In the context of computational fluid dynamics analysis, arbitrary
Lagrangian Eulerian methods for numerically solving the related
mathematical equations incorporate advantages of Lagrangian and Eulerian
solution approaches, while minimizing their disadvantages. For example,
arbitrary Lagrangian Eulerian techniques provide for the precise
interface definition of Lagrangian methods, while allowing displacement
of a computational mesh over time, as in purely Eulerian methods,
without requiring frequent remeshing. Taking advantage of the Eulerian
characteristic wherein a fluid continuum under study moves relative to a
fixed computational mesh facilitates accurate analysis of large
distortions in the fluid motion. As a result, more accurate treatment of
greater-scale distortions of the mesh is possible than would be through
purely Lagrangian solution techniques, while the resolution of flow
details and precision of interface definition are improved over purely
Eulerian methods. Arbitrary Lagrangian Eulerian solution algorithms may
be used in combination with body-fitted mesh fluid system models, where
the mesh edges conform to the boundaries of a fluid system being
studied. However, despite their flexibility for allowing advantageous
positioning of nodes in the computational domain, disadvantages of using
body-fitted meshes include difficulties of generating the mesh and
automating the meshing process. Moreover, structured body-fitted meshes
cannot easily be generated for systems with complex geometries, such as
those that include curved walls, inlets, outlets, or moving parts.

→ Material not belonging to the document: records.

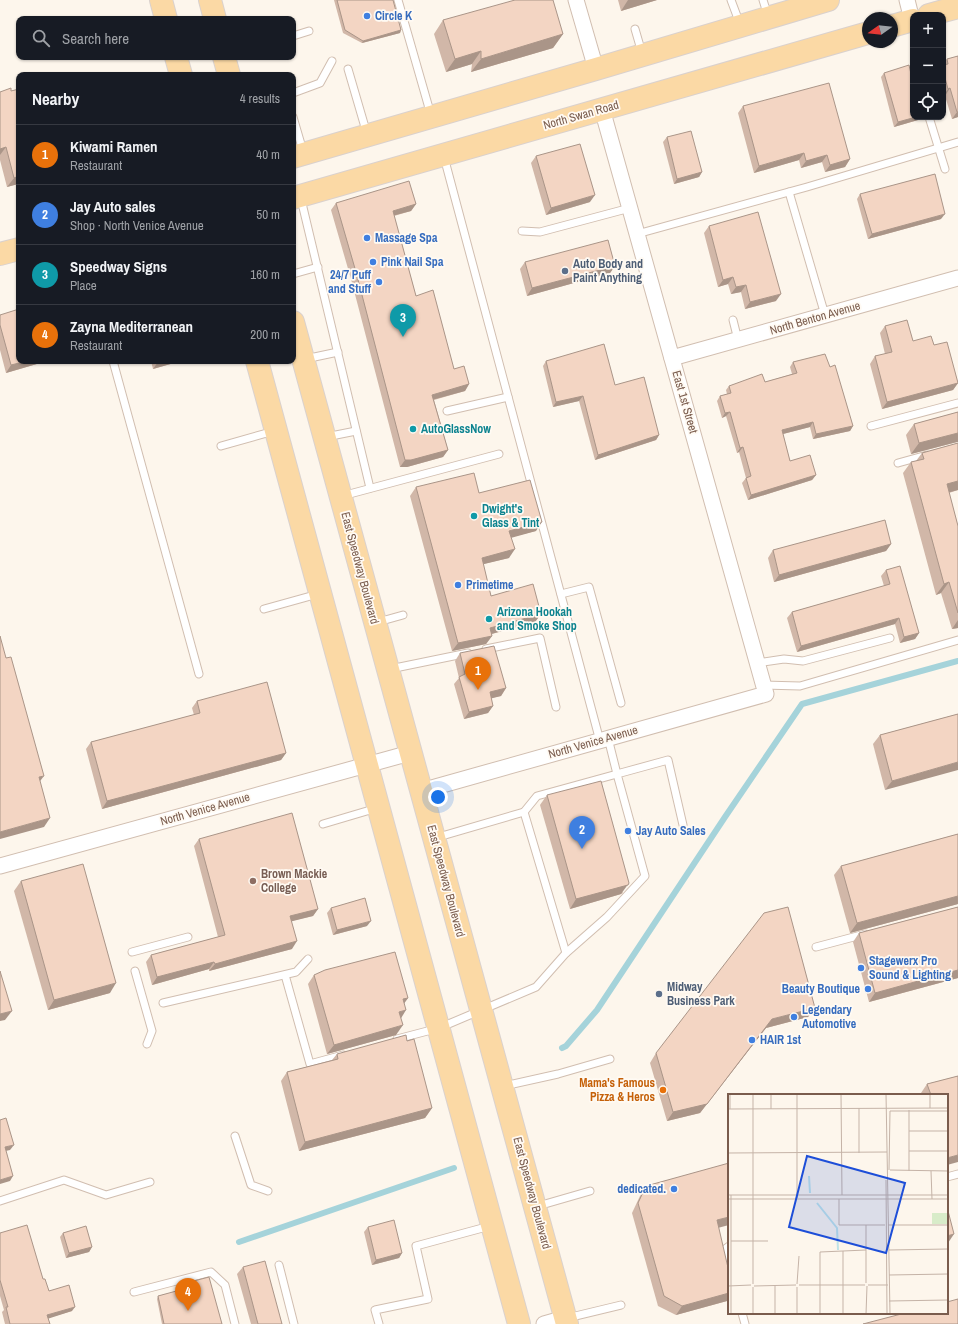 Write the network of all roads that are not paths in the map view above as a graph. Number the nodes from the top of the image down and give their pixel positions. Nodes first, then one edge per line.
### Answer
1 (161, 0) edge
2 (210, 0) edge
3 (398, 0) edge
4 (576, 0) edge
5 (731, 0) edge
6 (828, 0) edge
7 (958, 7) edge
8 (766, 9) edge
9 (937, 12) edge
10 (165, 16) edge
11 (214, 16) edge
12 (740, 26) junction
13 (635, 28) dead end
14 (309, 32) dead end
15 (296, 35) edge
16 (862, 35) edge
17 (643, 55) junction
18 (177, 60) edge
19 (225, 60) edge
20 (332, 61) dead end
21 (348, 69) dead end
22 (596, 69) junction
23 (180, 72) edge
24 (228, 72) edge
25 (296, 92) edge
26 (602, 109) junction
27 (431, 117) junction
28 (931, 120) edge
29 (368, 135) junction
30 (296, 140) edge
31 (958, 142) edge
32 (938, 148) junction
33 (298, 155) edge
34 (443, 155) junction
35 (945, 169) dead end
36 (789, 192) junction
37 (296, 197) edge
38 (630, 208) junction
39 (522, 231) dead end
40 (637, 234) junction
41 (318, 266) junction
42 (296, 273) edge
43 (958, 278) edge
44 (825, 315) junction
45 (733, 320) dead end
46 (296, 333) edge
47 (738, 340) junction
48 (338, 352) junction
49 (672, 358) junction
50 (303, 360) junction
51 (114, 364) edge
52 (258, 364) edge
53 (508, 397) junction
54 (958, 403) edge
55 (447, 411) dead end
56 (871, 426) dead end
57 (276, 430) junction
58 (356, 431) junction
59 (324, 437) junction
60 (221, 446) dead end
61 (935, 453) edge
62 (499, 454) dead end
63 (898, 463) dead end
64 (370, 488) junction
65 (340, 497) junction
66 (320, 593) junction
67 (561, 594) junction
68 (264, 609) dead end
69 (403, 615) dead end
70 (375, 622) junction
71 (890, 638) dead end
72 (958, 640) edge
73 (757, 664) junction
74 (387, 670) junction
75 (199, 674) dead end
76 (764, 690) junction
77 (621, 702) dead end
78 (556, 707) dead end
79 (604, 739) junction
80 (410, 753) junction
81 (366, 764) junction
82 (617, 774) junction
83 (421, 791) junction
84 (379, 807) junction
85 (524, 812) junction
86 (323, 824) dead end
87 (683, 825) dead end
88 (434, 838) junction
89 (0, 866) edge
90 (876, 931) edge
91 (188, 937) dead end
92 (816, 947) dead end
93 (132, 952) dead end
94 (566, 953) junction
95 (308, 959) dead end
96 (135, 971) dead end
97 (285, 975) junction
98 (163, 1003) dead end
99 (481, 1009) junction
100 (439, 1028) junction
101 (390, 1041) edge
102 (147, 1044) dead end
103 (354, 1052) edge
104 (610, 1059) dead end
105 (503, 1086) junction
106 (235, 1136) dead end
107 (958, 1174) edge
108 (948, 1177) edge
109 (150, 1182) dead end
110 (268, 1191) dead end
111 (590, 1191) dead end
112 (0, 1201) edge
113 (536, 1207) junction
114 (492, 1225) junction
115 (728, 1247) edge
116 (728, 1260) edge
117 (279, 1265) dead end
118 (134, 1292) dead end
119 (621, 1305) dead end
120 (742, 1314) edge
121 (566, 1321) edge
122 (236, 1324) edge
123 (294, 1324) edge
124 (379, 1324) edge
125 (519, 1324) edge
126 (544, 1324) edge
127 (745, 1324) edge

1 - 10 main road
2 - 11 main road
3 - 27 lane
4 - 22 street
5 - 12 lane
6 - 8 main road
7 - 9 main road
8 - 12 main road
12 - 17 main road
13 - 17 lane
14 - 15 lane
16 - 26 main road, North Swan Road
17 - 22 main road
18 - 23 main road
19 - 24 main road
20 - 25 lane
21 - 29 lane
22 - 27 main road
26 - 34 main road, North Swan Road
26 - 38 street, East 1st Street
27 - 29 main road
28 - 32 lane
29 - 33 main road
30 - 33 lane
31 - 32 lane
32 - 35 lane
32 - 36 lane
34 - 37 main road, North Swan Road
34 - 53 lane
36 - 40 lane
36 - 44 lane
37 - 41 lane
38 - 39 lane
38 - 40 street, East 1st Street
40 - 49 street, East 1st Street
41 - 42 lane
41 - 48 lane
43 - 44 street, North Benton Avenue
44 - 47 street, North Benton Avenue
45 - 47 lane
46 - 50 main road, East Speedway Boulevard
47 - 49 street, North Benton Avenue
48 - 50 lane
48 - 58 lane
49 - 73 street, East 1st Street
50 - 59 main road, East Speedway Boulevard
51 - 75 lane
52 - 57 main road
53 - 55 lane
53 - 67 lane
54 - 56 lane
57 - 60 lane
57 - 66 main road
58 - 59 lane
58 - 64 lane
59 - 65 main road, East Speedway Boulevard
61 - 63 lane
62 - 64 lane
64 - 65 lane
65 - 70 main road, East Speedway Boulevard
66 - 68 lane
66 - 81 main road
67 - 77 lane
67 - 79 lane
69 - 70 lane
70 - 74 main road, East Speedway Boulevard
71 - 73 lane
72 - 76 lane
73 - 76 street, East 1st Street
74 - 78 lane
74 - 80 main road, East Speedway Boulevard
76 - 79 street, North Venice Avenue
79 - 82 lane
79 - 83 street, North Venice Avenue
80 - 81 street, North Venice Avenue
80 - 83 main road, East Speedway Boulevard
81 - 84 main road
81 - 89 street, North Venice Avenue
82 - 85 lane
82 - 87 lane
82 - 94 lane
83 - 88 main road, East Speedway Boulevard
84 - 86 lane
84 - 100 main road
85 - 88 lane
85 - 94 lane
88 - 99 main road, East Speedway Boulevard
90 - 92 lane
91 - 93 lane
94 - 99 lane
95 - 97 lane
96 - 102 lane
97 - 98 lane
97 - 103 lane
99 - 100 lane
99 - 105 main road, East Speedway Boulevard
100 - 101 lane
100 - 114 main road
104 - 105 lane
105 - 113 main road, East Speedway Boulevard
106 - 110 lane
107 - 108 lane
109 - 112 lane
111 - 113 lane
113 - 121 main road, East Speedway Boulevard
114 - 124 lane
114 - 125 main road
115 - 116 lane
117 - 123 lane
118 - 122 lane
119 - 121 lane
120 - 127 lane
121 - 126 street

Traditional methods to overcome these difficulties, such as increasing
cell density, stretching and distorting cell shapes to fit geometric
irregularities of the system, or utilizing unstructured meshes are
liable to reduce solution accuracy and stability, as well as to increase
compute time.
As an alternative to body-fitted methods, immersed-boundary or
embedded-boundary approaches is employed in computational fluid dynamics
analysis. Such methods facilitate the use of a Cartesian computational
mesh throughout fluid system, with special treatment of cells near the
system boundary, albeit without significant stretching and distortion of
cells relative to the coordinate axes. Employing immersed or embedded
boundary mesh generation techniques results in reduced mesh
irregularity, as well as relative simplicity and increased speed in an
automated mesh generation process. Since the sources of solution error
decrease as a mesh approaches a perfect Cartesian alignment, embedded
boundary approaches improve solution accuracy and stability. There are
two classes of immersed boundary approaches. One immersed boundary
approach involves the use of irregularly-shaped cells, at the fluid
system boundaries, and the computational algorithm includes methods to
account for these irregularly-shaped cells. In such approaches, cells
are cut linearly along system boundary lines or surfaces that intersect
the cells. An advantage of the cut cell approach is that it tracks the
exact location of moving boundaries so that the computational domain
conforms to the physical geometry. Thus, it is straightforward to apply
a moving boundary velocity directly to let the interior fluid feel the
compression and expansion effect due to the boundary motion. However, a
disadvantage of the cut cell approach is that the flow transport
computational algorithms need to be modified extensively to account for
a large variety of irregularly-reshaped cells at the boundaries. The
cutting or reshaping of cells to fit the system geometry may also result
in a large number of relatively tiny cells near system boundaries, which
may cause deterioration of solution accuracy and stability.